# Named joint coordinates
+++++
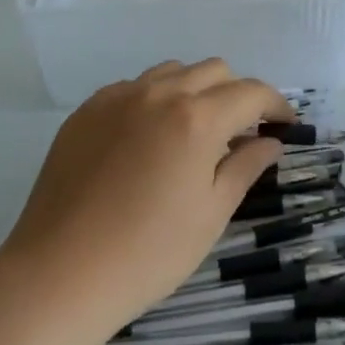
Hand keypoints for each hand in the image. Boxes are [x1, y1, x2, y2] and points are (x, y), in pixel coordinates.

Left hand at [0, 59, 292, 334]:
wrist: (59, 274)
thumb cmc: (148, 253)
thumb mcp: (211, 214)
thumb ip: (245, 167)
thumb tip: (270, 142)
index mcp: (197, 118)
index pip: (251, 93)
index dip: (276, 106)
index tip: (285, 126)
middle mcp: (159, 93)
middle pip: (214, 71)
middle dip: (237, 94)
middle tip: (241, 134)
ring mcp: (117, 97)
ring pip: (172, 72)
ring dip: (195, 91)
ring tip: (194, 132)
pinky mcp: (86, 111)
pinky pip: (133, 88)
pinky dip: (155, 101)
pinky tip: (148, 140)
+++++
# WORK REQUIRED
Transcribe the lines above between the line holding "index dip: (276, 106)" and the line holding "pinky dip: (155, 101)", inclusive, exactly as they stand and with nothing added.

# EXPECTED ANSWER
index dip: (276, 106)
index tip: (285, 126)
middle mcp: (159, 93)
middle pip: (214, 71)
middle dip: (237, 94)
middle tip: (241, 134)
ring mcp: (117, 97)
ring pip: (172, 72)
ring dip: (195, 91)
ring tip: (194, 132)
pinky mcp: (86, 111)
pinky pip: (133, 88)
pinky dip: (155, 101)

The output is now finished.